I didn’t know if I was shaking from restraint or relief. Maybe both.

When she finally broke the kiss, she didn’t move far. Her forehead rested against mine, breath warm, uneven. “You shouldn’t have done that.”

“I know.” My voice was raw, honest. “I’d do it again.”

Her laugh came out small and broken, but it was still a laugh. “You’re impossible.”

“I’ve been trying to be,” I said. “Because if I wasn’t—” I stopped, swallowing. “If I wasn’t, I’d have done that a long time ago.”

Her eyes found mine then, and for the first time, she didn’t look away. Not even when I whispered, “You can’t say for sure though. Neither of us can.”

She exhaled, the tiniest shake of her head, and then leaned forward until her lips brushed mine again—just once, soft andcertain this time. Like a truce. Or maybe a promise neither of us knew how to keep yet.

And maybe that was enough for now.

Because even with all the chaos waiting for us outside the car, with everything that could fall apart, the only thing that felt real in that moment was her—warm, trembling, and absolutely, terrifyingly real in my arms.

Frankie rested her forehead against mine, eyes wide, teetering between panic and disbelief. “What… what do we do?” Her voice was small, almost lost beneath the racing of both our hearts.

I stroked my thumb along her pulse point, wanting to savor holding her. Having her right here with me. Being able to kiss her. At the same time, I was so fucking angry. “Don’t worry about it. I’ve got this.”

Her hands gripped my shirt like she was trying to hold on, but the tremor in her fingers betrayed the storm inside her. “Your dad… he seemed—happy about it.” Her voice cracked, soft and haunted. “And… Archie, there’s so much regret. So much hurt for him… for me, for all of it…”

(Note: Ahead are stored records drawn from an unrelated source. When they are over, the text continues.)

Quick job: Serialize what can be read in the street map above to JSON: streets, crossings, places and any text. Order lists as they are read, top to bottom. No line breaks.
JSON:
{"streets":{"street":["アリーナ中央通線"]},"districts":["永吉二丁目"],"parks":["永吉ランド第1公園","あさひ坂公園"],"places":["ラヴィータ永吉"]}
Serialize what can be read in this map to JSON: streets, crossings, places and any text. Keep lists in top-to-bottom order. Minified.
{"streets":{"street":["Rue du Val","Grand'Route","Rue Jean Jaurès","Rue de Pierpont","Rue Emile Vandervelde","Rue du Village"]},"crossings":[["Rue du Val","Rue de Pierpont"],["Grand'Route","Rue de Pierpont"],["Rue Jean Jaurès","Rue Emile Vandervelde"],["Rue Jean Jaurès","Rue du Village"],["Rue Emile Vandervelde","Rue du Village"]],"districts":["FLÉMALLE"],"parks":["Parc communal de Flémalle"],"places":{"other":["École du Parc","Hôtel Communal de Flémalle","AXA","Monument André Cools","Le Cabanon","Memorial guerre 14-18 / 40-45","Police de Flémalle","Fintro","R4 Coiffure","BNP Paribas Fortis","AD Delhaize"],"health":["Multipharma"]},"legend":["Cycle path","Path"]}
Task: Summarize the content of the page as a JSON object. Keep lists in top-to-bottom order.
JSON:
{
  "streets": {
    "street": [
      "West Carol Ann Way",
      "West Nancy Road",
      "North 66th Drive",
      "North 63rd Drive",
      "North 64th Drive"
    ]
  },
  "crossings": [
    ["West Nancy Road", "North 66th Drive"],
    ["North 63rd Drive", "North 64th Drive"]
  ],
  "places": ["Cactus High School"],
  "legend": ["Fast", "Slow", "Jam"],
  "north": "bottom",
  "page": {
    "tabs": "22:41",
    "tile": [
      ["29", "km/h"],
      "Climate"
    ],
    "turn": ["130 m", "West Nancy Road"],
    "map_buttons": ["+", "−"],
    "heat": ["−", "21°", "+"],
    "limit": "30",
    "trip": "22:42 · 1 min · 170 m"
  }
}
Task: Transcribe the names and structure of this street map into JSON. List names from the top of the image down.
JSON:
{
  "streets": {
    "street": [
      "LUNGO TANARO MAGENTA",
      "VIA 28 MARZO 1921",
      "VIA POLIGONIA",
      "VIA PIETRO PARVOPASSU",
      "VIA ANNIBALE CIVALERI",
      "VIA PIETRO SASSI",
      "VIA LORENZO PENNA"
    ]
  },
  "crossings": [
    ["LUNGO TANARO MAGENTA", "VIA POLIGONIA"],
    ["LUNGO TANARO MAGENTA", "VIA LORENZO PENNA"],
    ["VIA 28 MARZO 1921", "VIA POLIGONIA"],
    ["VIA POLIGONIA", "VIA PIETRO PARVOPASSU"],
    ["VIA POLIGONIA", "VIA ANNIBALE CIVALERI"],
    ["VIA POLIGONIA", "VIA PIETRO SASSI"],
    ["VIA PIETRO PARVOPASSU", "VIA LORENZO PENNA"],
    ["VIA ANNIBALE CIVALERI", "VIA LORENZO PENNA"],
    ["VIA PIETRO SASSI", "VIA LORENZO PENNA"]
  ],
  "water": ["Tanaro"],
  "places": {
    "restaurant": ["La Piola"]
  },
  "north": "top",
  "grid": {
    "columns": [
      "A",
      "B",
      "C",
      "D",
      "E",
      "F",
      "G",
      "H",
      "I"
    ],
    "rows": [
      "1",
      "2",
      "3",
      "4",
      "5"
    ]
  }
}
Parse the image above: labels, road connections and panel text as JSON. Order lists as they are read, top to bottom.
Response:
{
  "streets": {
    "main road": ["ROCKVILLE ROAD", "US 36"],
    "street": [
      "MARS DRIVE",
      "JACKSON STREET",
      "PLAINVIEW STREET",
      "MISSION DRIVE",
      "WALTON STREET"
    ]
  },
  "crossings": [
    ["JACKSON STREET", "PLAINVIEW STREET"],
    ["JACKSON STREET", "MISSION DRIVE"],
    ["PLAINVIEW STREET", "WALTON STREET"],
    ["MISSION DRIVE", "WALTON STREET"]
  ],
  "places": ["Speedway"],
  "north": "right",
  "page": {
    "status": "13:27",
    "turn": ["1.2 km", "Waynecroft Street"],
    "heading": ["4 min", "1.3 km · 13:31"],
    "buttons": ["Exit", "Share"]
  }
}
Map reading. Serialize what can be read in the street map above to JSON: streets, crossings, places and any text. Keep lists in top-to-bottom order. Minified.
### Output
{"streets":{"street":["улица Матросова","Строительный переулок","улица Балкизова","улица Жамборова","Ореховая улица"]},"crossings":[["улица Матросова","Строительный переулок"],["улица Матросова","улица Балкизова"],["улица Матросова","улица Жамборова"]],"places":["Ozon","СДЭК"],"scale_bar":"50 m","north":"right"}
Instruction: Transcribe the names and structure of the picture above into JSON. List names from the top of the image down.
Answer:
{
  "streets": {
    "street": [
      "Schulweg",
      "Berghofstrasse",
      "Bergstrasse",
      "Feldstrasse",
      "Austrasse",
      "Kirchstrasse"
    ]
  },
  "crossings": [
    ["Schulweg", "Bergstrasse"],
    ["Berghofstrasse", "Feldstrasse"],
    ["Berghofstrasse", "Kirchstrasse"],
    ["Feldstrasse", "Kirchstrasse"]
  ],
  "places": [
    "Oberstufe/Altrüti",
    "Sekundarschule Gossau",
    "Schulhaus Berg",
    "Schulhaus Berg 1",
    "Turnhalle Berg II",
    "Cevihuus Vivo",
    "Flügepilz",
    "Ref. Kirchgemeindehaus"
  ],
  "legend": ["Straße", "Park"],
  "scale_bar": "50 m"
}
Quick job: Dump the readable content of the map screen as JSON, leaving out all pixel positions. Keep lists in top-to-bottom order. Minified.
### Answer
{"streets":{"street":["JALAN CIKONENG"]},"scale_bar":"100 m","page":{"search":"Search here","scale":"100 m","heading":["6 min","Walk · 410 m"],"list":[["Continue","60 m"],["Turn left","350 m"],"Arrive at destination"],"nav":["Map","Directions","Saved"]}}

I leaned back slightly, letting her see my face. I tried to keep the corners of my mouth light, almost teasing, but there was steel beneath it, a slow burn that had nothing to do with the kiss. “I’d be happy to call you mine too,” I said, shrugging as if it were nothing, even though every inch of me wanted to grab the world and shake it.

Her lips parted, as if she wanted to argue, but then she just swallowed and let the words hang unsaid.

I let my hand cup her jaw, thumb brushing her lower lip. “We’ll figure this out, babe. I promise.”